Hace algún tiempo, me quedaba mirando un pequeño pajarito amarillo que asomaba en mi balcón. Contemplaba con admiración sus movimientos y su canto hasta que su sonido resonaba en mi corazón declamando las alegrías de aquel hermoso ser. Comprendía sus hábitos, de alguna manera, él y yo participábamos silenciosamente en una charla amena y sosegada.
Años después, me encontraba saturada de razones y pensamientos, y en medio de mi cotidianidad, percibía un triinnn triiiinnn triiiinn venido de afuera, que en ocasiones se me hacía odioso por distraerme de las tareas que, por alguna razón práctica, se me hacían prioritarias.

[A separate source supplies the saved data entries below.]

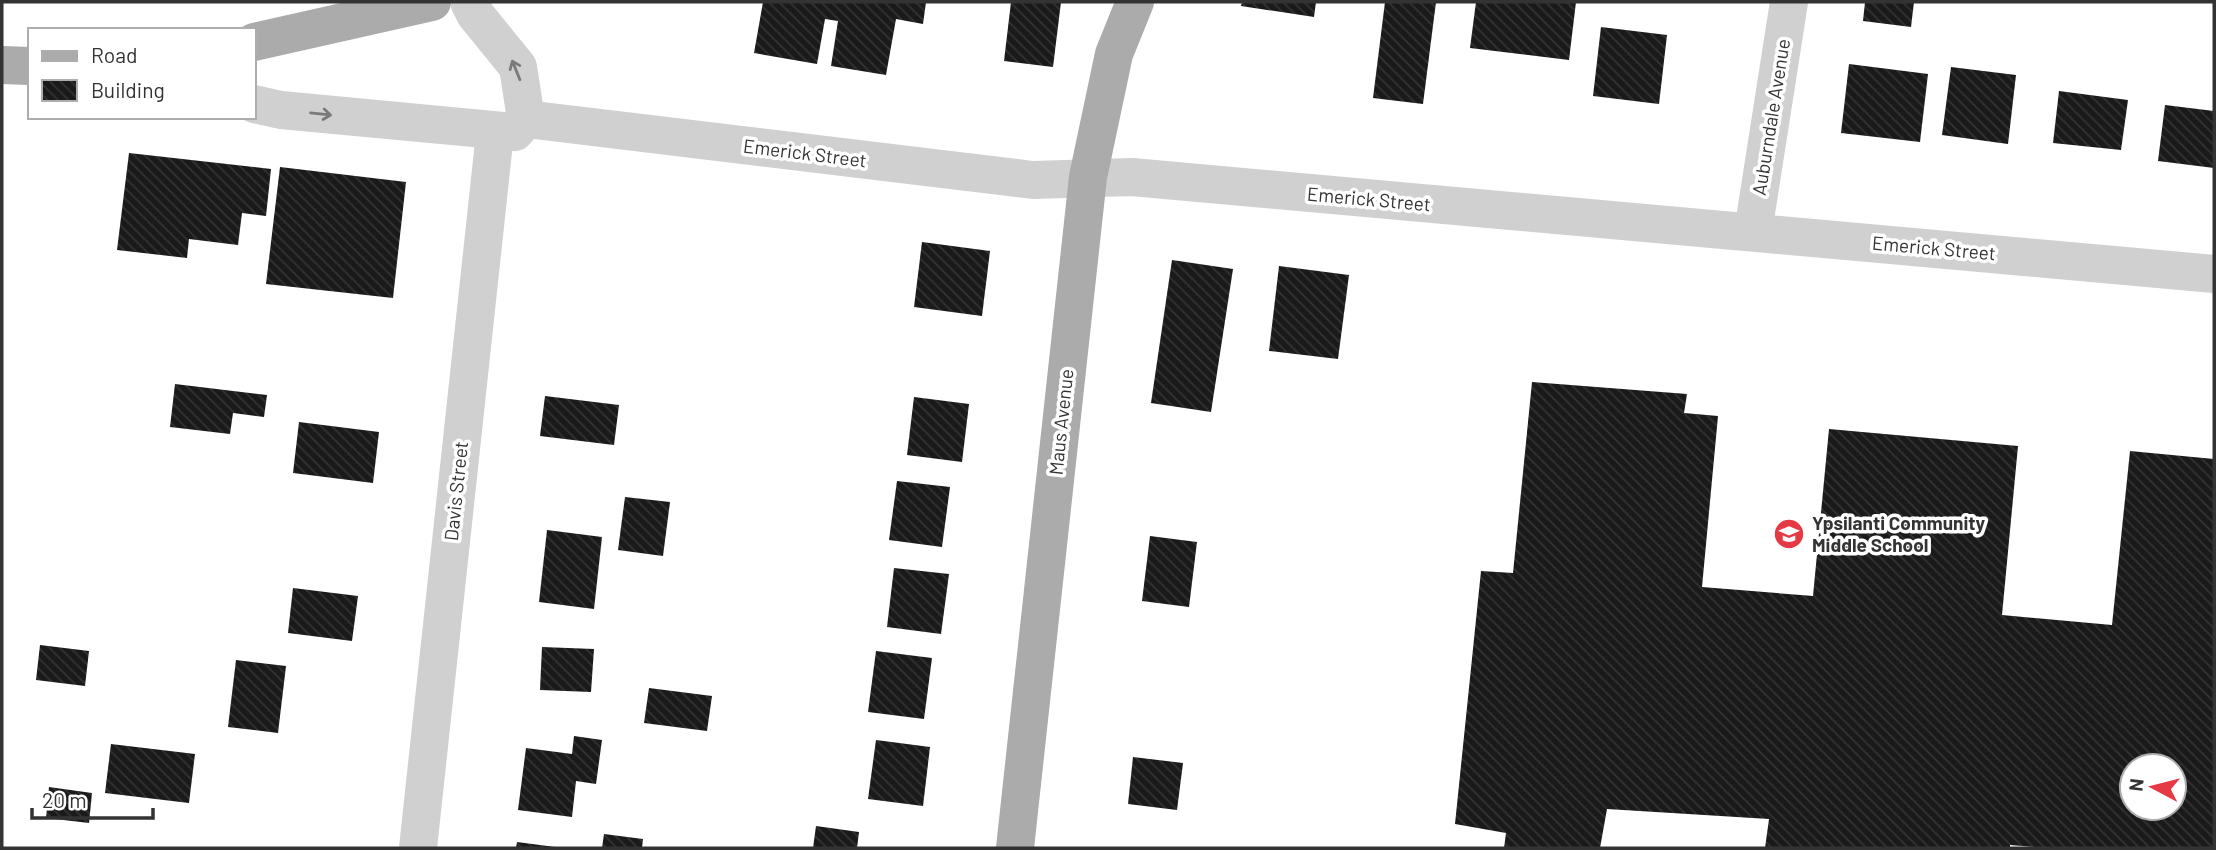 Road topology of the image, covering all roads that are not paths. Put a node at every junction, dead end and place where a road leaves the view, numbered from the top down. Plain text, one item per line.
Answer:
1 (432, 2) edge
2 (469, 2) edge
3 (1135, 2) edge
4 (1789, 2) edge
5 (256, 42) edge
6 (2, 65) edge
7 (28, 66) edge
8 (256, 104) edge
9 (512, 128) junction
10 (1087, 177) junction
11 (1753, 232) junction
12 (2214, 274) edge
13 (418, 848) edge
14 (1015, 848) edge

1 - 5 main road
9 -> 2 street, Davis Street
3 - 10 main road, Maus Avenue
4 - 11 street, Auburndale Avenue
6 - 7 main road
8 -> 9 street, Emerick Street
9 - 10 street, Emerick Street
9 - 13 street, Davis Street
10 - 11 street, Emerick Street
10 - 14 main road, Maus Avenue
11 - 12 street, Emerick Street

Un día a solas, mientras contemplaba el universo de mi existencia, me quedé lela observando a aquel pajarito de afuera. De repente la resonancia divina volvió a mi corazón, y le vi luminoso en el verde paisaje.
En medio del silencio, entendí en su triinnn triiiinnn triiinn que aquel Rayito de sol me había extrañado.





Mabel
Muy buen relato. Un abrazo Yulia y mi voto desde Andalucía
Eli...
Que bello!!! 🙂
Mi voto y saludos.
JR
Que lindo cuando el mundo exterior a nosotros nos hace dar cuenta que estamos vivos y conectados en este universo tan enorme.
Saludos!
SDEsteban
A veces, con la vorágine de cosas rutinarias y pendientes, no somos capaces de fijarnos en la belleza de los pequeños detalles. ¿No será que deberíamos cambiar nuestras prioridades? Muy bonito. Saludos!
Yulia de la Tarde
@SDEsteban complemente cierto!
Yulia de la Tarde
@JR gracias por tu comentario!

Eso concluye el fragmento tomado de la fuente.